• [EXERCISE GOAL]: Among the entries that follow, find the lines containing the string "this" and copy them.
[[ INFORMATION, beginning ]]
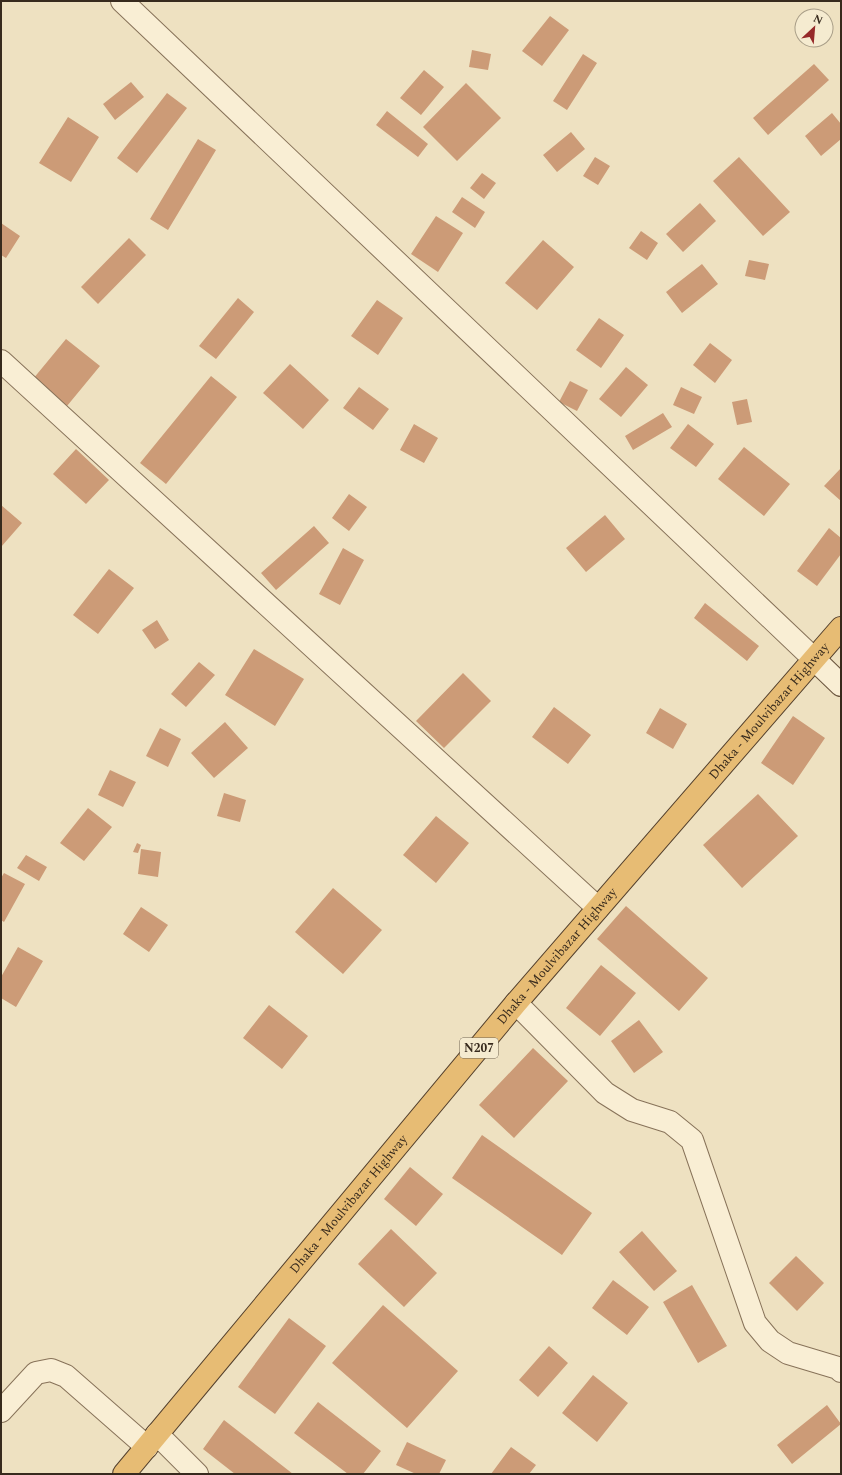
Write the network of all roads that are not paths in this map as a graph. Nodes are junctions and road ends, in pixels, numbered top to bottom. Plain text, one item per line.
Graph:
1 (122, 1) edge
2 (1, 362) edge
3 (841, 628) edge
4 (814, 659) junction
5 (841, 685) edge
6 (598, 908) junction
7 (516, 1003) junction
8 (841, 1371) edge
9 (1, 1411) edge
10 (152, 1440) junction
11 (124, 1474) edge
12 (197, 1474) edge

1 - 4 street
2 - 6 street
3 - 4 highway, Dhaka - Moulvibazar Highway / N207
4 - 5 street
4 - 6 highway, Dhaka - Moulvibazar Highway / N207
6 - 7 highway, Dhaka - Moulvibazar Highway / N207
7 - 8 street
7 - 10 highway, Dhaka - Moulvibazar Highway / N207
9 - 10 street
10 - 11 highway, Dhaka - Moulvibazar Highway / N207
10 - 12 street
[[ INFORMATION, end ]]
[[ INFORMATION, beginning ]]
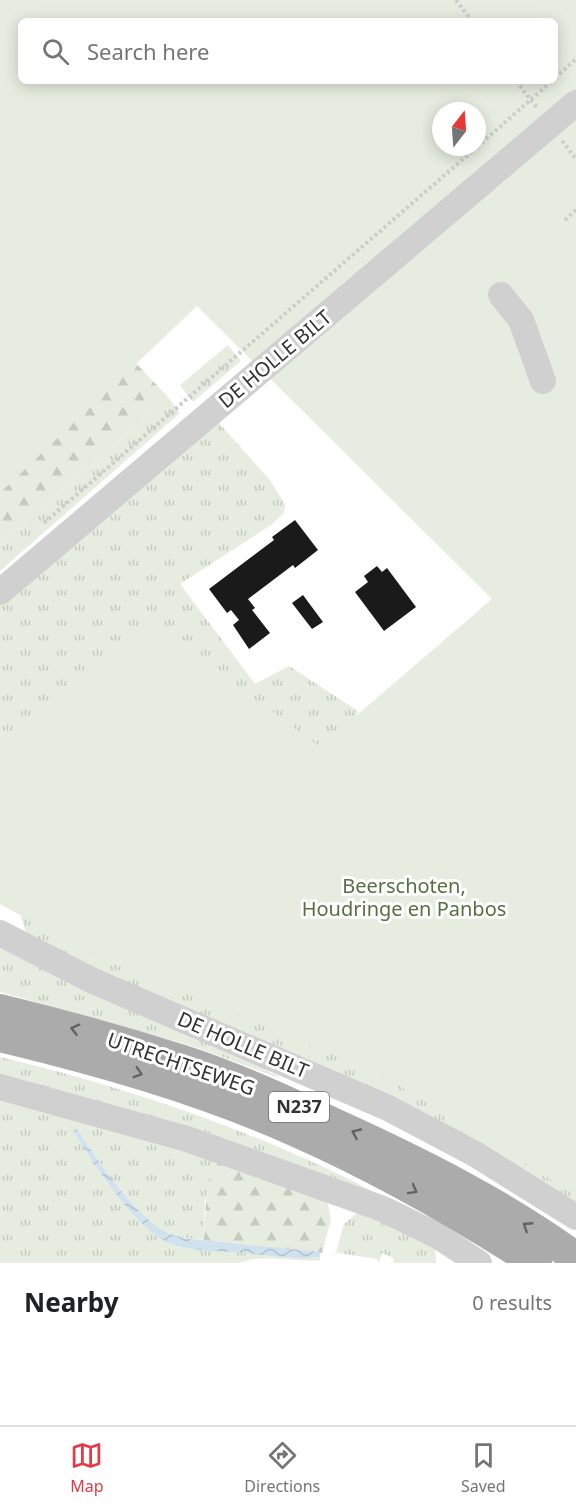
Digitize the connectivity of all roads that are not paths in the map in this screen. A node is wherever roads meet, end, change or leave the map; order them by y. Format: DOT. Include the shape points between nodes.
[[ INFORMATION, end ]]
• [YOUR RESPONSE]:
Write the network of all roads that are not paths in this map as a graph. Nodes are junctions and road ends, in pixels, numbered top to bottom. Plain text, one item per line.
Digitize the connectivity of all roads that are not paths in the map in this screen. A node is wherever roads meet, end, change or leave the map; order them by y. Format: DOT. Include the shape points between nodes.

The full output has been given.